When it comes to community and societal solutions to problems, there's an impulse to find the Answer™. There's a notion that, if only we can find the right fix to the problem, it will go away, permanently. The other side (and, frankly, it doesn't matter what side) doesn't have actual solutions -- they have "band-aids," tiny, meaningless fixes that aren't going to cause real change.
We need to re-examine the nature of small solutions. Instead of looking at them as band-aids, maybe they're more like stitches. In a large wound, you may need ten or twenty or a hundred stitches. Each one doesn't do much, but they do, in their own small way, bring healing to the gaping problem, contributing a tiny bit of wholeness. Sometimes they're continuous, and sometimes they are completely separate from each other. What's important is that each stitch is working on the same wound, whether it's holding the corners or the one right smack-dab in the middle.
Maybe there isn't one answer to our big problems, beyond that they need to be solved. Maybe some solutions will be more efficient than others. That doesn't mean that the smaller solutions aren't contributing to solving the problem. They're stitches, bringing the wound a little closer together. Instead of looking at proposals that would only fix 5% of the problem as (in themselves) problematic, it might be useful to see that solution as one stitch in twenty toward wholeness.
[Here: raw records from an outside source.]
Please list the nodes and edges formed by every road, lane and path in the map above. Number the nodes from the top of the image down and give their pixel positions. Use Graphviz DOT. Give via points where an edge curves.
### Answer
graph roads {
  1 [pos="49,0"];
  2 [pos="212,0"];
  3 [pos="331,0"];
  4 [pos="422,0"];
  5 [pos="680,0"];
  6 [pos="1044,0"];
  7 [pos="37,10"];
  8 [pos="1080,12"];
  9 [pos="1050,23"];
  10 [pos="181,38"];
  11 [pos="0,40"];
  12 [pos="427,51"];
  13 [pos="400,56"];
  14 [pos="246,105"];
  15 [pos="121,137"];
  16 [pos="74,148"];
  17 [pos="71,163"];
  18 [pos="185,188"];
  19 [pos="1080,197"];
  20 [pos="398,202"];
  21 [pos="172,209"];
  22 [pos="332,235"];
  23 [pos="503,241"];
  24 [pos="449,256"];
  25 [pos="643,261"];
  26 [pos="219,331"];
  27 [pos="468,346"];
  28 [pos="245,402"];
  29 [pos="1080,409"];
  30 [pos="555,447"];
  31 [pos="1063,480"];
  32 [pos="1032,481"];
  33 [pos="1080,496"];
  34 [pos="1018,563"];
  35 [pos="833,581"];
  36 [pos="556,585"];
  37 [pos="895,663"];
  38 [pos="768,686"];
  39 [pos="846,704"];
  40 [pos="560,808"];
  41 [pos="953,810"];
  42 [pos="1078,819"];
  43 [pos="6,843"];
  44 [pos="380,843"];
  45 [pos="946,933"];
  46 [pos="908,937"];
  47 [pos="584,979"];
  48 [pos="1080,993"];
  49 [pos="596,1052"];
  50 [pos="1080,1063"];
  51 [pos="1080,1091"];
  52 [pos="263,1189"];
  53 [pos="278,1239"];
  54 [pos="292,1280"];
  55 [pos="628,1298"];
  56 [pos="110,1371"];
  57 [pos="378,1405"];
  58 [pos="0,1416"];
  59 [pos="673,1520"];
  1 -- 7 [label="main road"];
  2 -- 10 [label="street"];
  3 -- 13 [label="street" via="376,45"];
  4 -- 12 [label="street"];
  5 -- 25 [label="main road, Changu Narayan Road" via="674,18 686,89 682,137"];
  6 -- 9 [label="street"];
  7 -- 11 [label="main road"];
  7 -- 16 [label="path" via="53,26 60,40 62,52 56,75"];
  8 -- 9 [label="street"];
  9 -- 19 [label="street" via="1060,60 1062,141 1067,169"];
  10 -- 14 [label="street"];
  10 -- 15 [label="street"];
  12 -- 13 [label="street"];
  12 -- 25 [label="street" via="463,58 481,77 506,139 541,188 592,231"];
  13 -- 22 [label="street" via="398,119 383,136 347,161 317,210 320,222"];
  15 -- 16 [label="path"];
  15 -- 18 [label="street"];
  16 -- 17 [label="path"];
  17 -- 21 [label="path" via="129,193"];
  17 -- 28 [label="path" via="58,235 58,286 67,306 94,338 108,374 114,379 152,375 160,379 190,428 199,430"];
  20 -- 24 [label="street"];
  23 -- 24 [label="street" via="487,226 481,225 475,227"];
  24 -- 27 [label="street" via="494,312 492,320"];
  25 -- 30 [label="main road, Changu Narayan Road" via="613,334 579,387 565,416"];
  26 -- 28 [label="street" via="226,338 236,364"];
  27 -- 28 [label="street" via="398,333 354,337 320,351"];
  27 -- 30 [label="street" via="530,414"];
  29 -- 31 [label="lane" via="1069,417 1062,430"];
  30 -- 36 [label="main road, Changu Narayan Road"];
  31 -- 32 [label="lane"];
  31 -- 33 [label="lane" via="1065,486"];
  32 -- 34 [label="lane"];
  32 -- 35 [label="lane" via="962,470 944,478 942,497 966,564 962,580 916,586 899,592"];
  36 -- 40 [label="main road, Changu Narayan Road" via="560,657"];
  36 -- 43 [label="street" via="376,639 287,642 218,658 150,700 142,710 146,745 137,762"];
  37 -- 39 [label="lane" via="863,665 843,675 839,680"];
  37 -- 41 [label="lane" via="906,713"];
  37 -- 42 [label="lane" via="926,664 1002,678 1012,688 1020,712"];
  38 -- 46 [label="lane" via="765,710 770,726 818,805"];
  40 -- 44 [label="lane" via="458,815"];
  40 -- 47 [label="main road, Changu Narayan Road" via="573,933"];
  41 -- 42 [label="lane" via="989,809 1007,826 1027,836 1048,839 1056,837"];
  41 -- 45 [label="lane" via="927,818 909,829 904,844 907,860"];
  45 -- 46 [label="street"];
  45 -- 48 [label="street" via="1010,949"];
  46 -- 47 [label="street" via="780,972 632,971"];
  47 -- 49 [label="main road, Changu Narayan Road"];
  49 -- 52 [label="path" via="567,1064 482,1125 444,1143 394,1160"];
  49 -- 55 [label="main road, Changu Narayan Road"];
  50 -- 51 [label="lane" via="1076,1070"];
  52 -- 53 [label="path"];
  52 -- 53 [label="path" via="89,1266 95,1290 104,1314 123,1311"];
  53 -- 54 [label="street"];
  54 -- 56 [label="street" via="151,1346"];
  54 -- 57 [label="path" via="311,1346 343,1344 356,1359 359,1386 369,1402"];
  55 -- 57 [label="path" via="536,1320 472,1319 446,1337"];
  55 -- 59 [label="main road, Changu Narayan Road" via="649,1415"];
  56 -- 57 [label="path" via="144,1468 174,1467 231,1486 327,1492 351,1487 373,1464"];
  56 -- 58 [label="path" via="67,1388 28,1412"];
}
A second, smaller note: laws are rarely temporary. Band-aids fall off when they are no longer needed. Stitches are either removed or absorbed by the body (depending on their nature). This analogy is harmful, then, for another reason: it pretends that permanent (or potentially permanent) changes are temporary when they aren't. That's just silly, and patronizing. Actual band-aid solutions are things like candlelight vigils, little events that keep the wound safe during its most dangerous part. And guess what? Band-aids and gauze (what I lovingly call a grown-up band-aid) are important too. There's nothing wrong with doing things to keep infection out, or the perception of possible infection (for example, no one realistically argues that the United States should have kept the airspace open in the hours following 9/11). But band-aids aren't laws, policies, school rules, etc. Those are stitches.
I'm not saying all suggestions are of equal merit, or that every proposed small solution would do anything at all. What I am saying is that, when you truly believe your (or your party's) solution would solve more of the problem, ask: is it guaranteed to fix all of it? Is it practically applicable as a blanket or would it have to be applied differently in different situations, based on societal factors in that area (race, economics, existing policies, the prevalence of the aforementioned problem, etc.)? And ask: is it possible that the small solution someone else is proposing might also be helpful in fixing this problem? And embrace the stitch-solutions, even if they aren't yours. We're all part of this country. There's a reason societies are described as fabrics. Vote in ways that honor the tear in front of you and help restore it, but when someone else brings in a different kind of stitch, give it a shot. Who knows? Maybe the charity required to entertain different perspectives, the humility required to try different solutions, and the hope required to bother are also needed. And we will not be certain unless we try.